Nora Waln was an unusual and adventurous woman.
A Philadelphia Quaker and best-selling writer and journalist in the 1930s–60s, she was the first to report on the spread of Nazism in the lead up to WWII, and wrote on Mongolia, communism in China, and the Korean War. In 1920s, she became the adopted daughter (literally a “daughter of affection”) in the upper-class Chinese farming family Lin, living with them for 12 years.
In 1933 Waln wrote a memoir about her experience in the Lin family—The House of Exile—which Pearl Buck called “Undoubtedly one of the most delightful books of personal experience that has yet been written about China. Its authenticity is beyond question.”
In addition to a wonderful depiction of daily life in China, Waln wrote about the Chinese approach to agriculture. Because of their extensive in-field experience and collective memory, Chinese farmers were venerated as living libraries! Their own knowledge and experience, combined with data gathered from earlier work on the same land, produced the best result. The Lin family homestead had been occupied for 30 generations—a total of 900 years! According to Waln, farming information and yield data from the previous 30 years’ work was always used in the planning of the next year’s crops to obtain the best results.

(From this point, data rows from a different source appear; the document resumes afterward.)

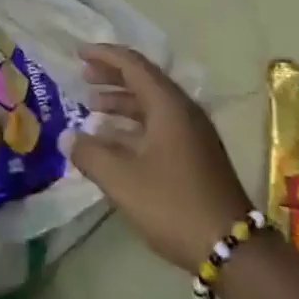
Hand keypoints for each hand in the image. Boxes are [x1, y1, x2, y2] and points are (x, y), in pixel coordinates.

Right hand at [61, 45, 252, 274]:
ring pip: (152, 105)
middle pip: (144, 81)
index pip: (133, 65)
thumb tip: (67, 137)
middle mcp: (183, 110)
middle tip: (83, 76)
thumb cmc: (173, 205)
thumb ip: (90, 154)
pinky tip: (114, 140)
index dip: (105, 55)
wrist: (231, 246)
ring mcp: (193, 133)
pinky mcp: (195, 154)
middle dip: (112, 76)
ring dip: (122, 101)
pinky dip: (134, 124)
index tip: (79, 52)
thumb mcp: (123, 180)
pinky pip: (159, 124)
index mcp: (168, 105)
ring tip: (92, 106)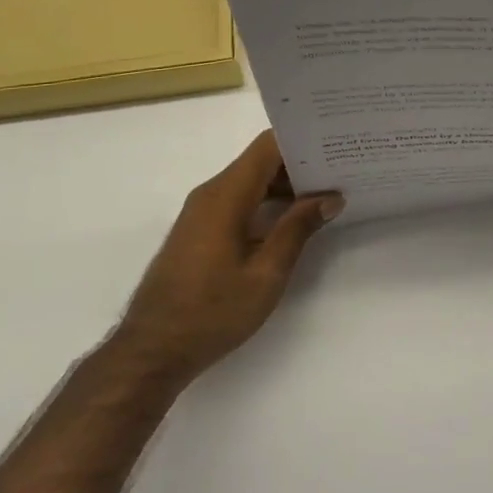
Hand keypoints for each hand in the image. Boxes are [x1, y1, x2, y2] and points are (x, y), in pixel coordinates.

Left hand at [114, 131, 342, 384]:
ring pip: (249, 182)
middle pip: (260, 161)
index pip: (268, 146)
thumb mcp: (265, 275)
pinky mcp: (199, 230)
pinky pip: (238, 200)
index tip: (334, 147)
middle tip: (340, 172)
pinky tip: (291, 221)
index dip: (302, 142)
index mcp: (226, 194)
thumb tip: (329, 197)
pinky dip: (266, 202)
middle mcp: (211, 192)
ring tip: (325, 196)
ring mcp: (201, 211)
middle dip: (299, 165)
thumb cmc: (212, 312)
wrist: (152, 350)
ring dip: (284, 187)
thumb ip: (297, 229)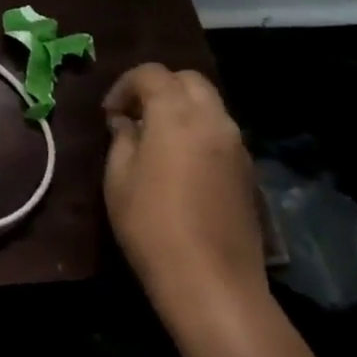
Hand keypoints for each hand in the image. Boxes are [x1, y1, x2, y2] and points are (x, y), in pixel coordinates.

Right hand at [102, 64, 265, 323]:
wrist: (212, 282)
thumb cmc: (151, 224)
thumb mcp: (118, 178)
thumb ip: (122, 138)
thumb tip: (126, 122)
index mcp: (177, 114)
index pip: (152, 74)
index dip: (125, 85)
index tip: (109, 114)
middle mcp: (213, 120)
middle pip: (188, 80)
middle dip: (159, 87)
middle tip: (134, 116)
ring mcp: (237, 145)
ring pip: (209, 104)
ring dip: (181, 109)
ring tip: (155, 139)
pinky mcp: (248, 171)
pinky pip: (220, 132)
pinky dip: (198, 131)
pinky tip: (180, 163)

This book resonates with me personally, and with all of us at Ecology Action because feels like a validation of what we’re doing. Though well short of the Lin family’s 900 years, we have over four decades of experience which we use in planning each year’s crop of food and compost materials. Because we constantly take this experience into account, we have been able to obtain significant results while using small spaces, minimal resources and less time than standard farming approaches.
Our GROW BIOINTENSIVE Closed-Loop Mini-Farming practices are built on a foundation of historically recognized sustainable farming methods like those described in The House of Exile and are being used successfully in 152 countries around the world, in virtually all climates and soils where food is grown. We are continually learning from and building on our own experience, and that of our international partners, working towards discovering the best ways to build and maintain sustainable soil fertility everywhere our method is used.
After all, living soil is the most important resource in the world, but according to academic estimates, there may be as little as 26 years of farmable soil left on the Earth. Life as we know it depends on a soil that is a living sponge cake made from the perfect combination of carbon, nutrients, water, air, and microorganisms all functioning in a balanced way to support healthy plants. Many years ago, an article in Newsweek said that biologically intensive soil is the sacher torte of soils – meaning that is uniquely and importantly rich, layered, and fertile.
Gandhi said, “To forget the soil is to forget oneself.”
Anyone who knows me knows I love to quote what Voltaire observed in Candide, “The whole world is a Garden, and what a wonderful place it would be, if each one of us just to care of our part of the earth/Earth—our Garden.”
The Hindu spiritualist Sri Kaleshwar has the wholistic insightful perspective, “The earth is so beautiful, creation is so beautiful. When we look at the mountains or anything in nature, seeing all the many beautiful things, our heart is completely softened by the divine energy. When this happens, it is easy to attract the earth’s energy.
Whoever connects to the earth energy will automatically receive great happiness and peace. They can live on the earth with great joy. Even though they must face the biggest of problems, they receive the type of strength and courage needed to deal with them. Even though they have problems, without even noticing it they no longer care about their problems and the problems will decrease; this type of happiness will take good care of that.
This is the happiness that comes through the earth vibrations. The earth energy and the soul energy connect to each other. Then the earth energy automatically protects them, making the big happiness.”
Like Waln’s “living libraries” we can use the experience of those who worked the land before us and integrate it into our own work, our own relationship with the Earth. I encourage you to take up the accumulated knowledge of GROW BIOINTENSIVE and begin integrating it into your own 900-year plan! If each person who can practice closed-loop biologically-intensive farming and gardening does so – even starting with a single bed! – we can make all the difference in the world. We can be a part of growing “the big happiness.”